Collected data:
+++

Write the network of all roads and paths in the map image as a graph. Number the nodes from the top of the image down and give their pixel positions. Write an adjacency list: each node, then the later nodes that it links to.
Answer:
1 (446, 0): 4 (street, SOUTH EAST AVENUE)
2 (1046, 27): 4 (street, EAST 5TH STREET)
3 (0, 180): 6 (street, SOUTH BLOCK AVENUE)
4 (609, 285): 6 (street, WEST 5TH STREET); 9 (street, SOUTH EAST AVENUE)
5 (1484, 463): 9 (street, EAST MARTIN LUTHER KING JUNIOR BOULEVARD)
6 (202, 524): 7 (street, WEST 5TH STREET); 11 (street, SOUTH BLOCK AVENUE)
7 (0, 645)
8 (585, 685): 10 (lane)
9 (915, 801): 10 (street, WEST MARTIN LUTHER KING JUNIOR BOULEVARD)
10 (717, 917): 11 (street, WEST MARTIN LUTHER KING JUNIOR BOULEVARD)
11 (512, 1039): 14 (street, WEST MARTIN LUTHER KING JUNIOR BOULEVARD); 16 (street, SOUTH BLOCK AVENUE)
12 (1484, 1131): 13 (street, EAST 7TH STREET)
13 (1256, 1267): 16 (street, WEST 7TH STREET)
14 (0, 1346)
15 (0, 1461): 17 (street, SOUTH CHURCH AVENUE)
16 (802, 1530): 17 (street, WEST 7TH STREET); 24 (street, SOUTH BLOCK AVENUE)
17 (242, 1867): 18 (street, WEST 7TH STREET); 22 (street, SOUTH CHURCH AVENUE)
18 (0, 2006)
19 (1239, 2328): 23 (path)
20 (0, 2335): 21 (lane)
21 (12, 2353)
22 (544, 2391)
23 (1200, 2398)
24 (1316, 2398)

+++

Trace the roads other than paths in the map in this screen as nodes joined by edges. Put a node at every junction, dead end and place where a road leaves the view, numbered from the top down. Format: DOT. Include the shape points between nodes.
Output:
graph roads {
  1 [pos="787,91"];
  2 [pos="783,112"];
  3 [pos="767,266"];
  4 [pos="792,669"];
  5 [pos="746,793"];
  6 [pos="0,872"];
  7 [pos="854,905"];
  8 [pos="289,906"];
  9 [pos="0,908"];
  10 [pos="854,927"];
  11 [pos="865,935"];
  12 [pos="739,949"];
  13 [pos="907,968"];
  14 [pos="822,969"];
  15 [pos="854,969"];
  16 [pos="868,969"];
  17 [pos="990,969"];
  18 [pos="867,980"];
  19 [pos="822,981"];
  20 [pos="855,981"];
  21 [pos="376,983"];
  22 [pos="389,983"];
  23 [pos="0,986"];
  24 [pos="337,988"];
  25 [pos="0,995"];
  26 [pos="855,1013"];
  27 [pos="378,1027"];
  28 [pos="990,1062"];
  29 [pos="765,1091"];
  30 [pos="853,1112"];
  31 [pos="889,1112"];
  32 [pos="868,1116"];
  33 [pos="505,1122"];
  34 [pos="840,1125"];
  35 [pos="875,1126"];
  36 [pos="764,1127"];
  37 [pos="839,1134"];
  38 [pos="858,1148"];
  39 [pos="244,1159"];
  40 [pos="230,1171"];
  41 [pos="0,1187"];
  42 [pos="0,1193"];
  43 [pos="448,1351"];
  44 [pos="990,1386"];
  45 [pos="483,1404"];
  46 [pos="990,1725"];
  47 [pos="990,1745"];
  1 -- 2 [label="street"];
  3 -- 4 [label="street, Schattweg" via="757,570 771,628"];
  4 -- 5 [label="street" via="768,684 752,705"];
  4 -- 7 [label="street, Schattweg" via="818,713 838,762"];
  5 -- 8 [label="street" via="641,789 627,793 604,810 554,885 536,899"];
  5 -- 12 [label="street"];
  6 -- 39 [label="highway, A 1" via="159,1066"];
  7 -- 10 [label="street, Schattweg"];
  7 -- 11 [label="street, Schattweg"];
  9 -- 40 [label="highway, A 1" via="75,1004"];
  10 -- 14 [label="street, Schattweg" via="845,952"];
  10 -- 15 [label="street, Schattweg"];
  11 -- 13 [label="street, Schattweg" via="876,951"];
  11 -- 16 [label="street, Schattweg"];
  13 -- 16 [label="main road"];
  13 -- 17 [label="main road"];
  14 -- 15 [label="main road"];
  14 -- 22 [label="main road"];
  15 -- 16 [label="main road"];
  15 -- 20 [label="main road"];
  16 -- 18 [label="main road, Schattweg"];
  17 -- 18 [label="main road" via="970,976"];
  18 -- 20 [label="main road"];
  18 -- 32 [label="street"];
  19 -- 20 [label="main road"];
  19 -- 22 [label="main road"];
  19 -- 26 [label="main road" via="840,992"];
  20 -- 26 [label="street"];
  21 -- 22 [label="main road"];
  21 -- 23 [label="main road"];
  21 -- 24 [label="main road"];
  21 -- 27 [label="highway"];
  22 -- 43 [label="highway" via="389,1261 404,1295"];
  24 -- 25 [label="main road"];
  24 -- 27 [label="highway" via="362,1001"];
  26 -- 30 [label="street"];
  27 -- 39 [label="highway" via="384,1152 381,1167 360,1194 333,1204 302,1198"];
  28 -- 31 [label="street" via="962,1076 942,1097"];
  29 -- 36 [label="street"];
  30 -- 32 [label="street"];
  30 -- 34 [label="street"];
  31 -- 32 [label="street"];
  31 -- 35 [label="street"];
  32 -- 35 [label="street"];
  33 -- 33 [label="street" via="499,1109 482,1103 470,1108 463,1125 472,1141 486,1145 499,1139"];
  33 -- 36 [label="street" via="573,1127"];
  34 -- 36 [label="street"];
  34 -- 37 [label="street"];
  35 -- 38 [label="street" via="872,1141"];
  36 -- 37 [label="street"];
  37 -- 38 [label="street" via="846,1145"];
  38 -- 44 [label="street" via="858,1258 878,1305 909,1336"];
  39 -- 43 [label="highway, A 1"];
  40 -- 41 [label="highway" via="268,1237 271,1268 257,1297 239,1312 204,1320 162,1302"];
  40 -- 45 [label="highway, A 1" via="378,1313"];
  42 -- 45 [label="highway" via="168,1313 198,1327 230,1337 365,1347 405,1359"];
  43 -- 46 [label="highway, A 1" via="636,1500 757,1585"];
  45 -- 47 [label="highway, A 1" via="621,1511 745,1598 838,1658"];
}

+++

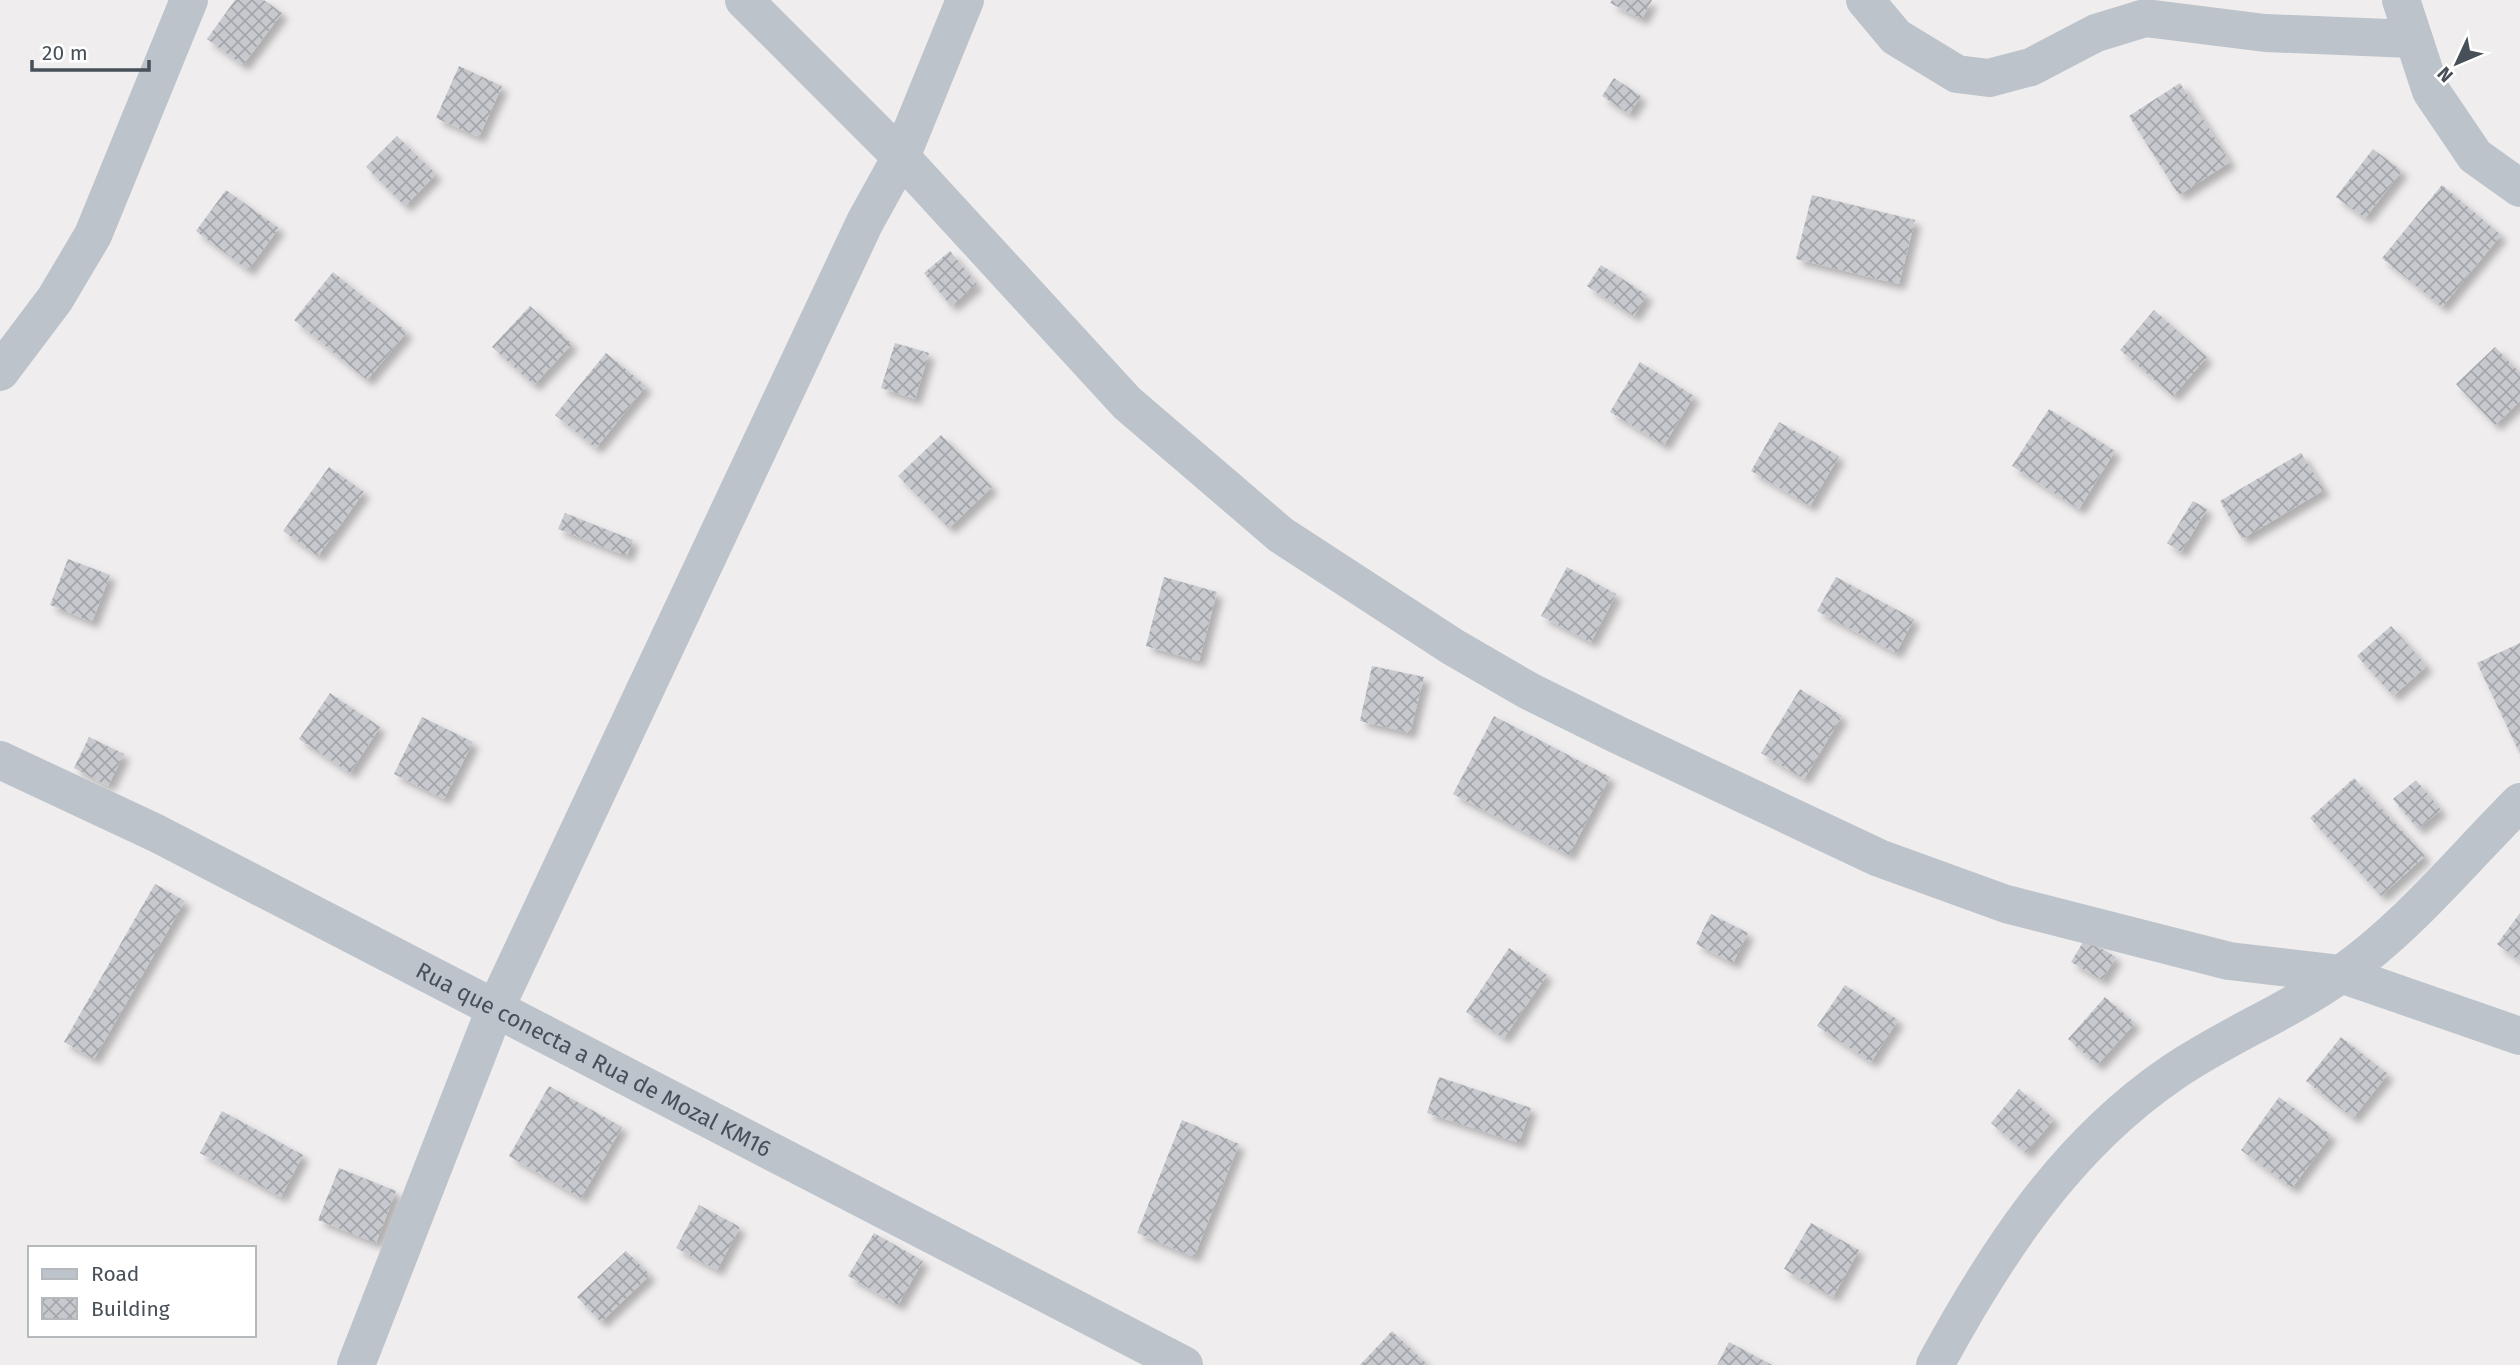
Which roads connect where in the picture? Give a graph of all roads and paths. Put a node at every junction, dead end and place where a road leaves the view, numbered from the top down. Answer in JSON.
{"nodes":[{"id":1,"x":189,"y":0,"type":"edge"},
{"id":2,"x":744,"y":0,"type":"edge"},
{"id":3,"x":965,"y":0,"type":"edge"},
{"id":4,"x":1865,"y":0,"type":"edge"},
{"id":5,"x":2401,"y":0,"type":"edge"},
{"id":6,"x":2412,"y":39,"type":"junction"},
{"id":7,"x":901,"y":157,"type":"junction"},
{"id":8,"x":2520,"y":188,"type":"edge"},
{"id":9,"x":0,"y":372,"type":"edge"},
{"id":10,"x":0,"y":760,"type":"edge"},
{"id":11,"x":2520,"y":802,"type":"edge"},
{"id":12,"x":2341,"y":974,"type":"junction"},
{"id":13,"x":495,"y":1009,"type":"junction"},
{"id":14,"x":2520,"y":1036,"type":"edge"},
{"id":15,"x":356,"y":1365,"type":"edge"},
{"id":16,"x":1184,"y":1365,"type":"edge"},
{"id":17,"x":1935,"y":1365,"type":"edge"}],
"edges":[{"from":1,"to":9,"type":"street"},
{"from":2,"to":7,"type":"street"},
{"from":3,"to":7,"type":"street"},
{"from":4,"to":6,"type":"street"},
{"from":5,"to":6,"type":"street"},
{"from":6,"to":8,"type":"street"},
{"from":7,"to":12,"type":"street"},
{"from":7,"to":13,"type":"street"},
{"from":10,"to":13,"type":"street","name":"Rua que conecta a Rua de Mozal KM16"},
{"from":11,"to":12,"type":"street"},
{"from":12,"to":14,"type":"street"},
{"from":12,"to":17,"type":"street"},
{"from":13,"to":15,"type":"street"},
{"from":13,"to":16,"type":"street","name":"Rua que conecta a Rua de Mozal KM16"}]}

+++

Find "MARTIN" in the preceding records. Copy each line that holds it.

5 (1484, 463): 9 (street, EAST MARTIN LUTHER KING JUNIOR BOULEVARD)
9 (915, 801): 10 (street, WEST MARTIN LUTHER KING JUNIOR BOULEVARD)
10 (717, 917): 11 (street, WEST MARTIN LUTHER KING JUNIOR BOULEVARD)
11 (512, 1039): 14 (street, WEST MARTIN LUTHER KING JUNIOR BOULEVARD); 16 (street, SOUTH BLOCK AVENUE)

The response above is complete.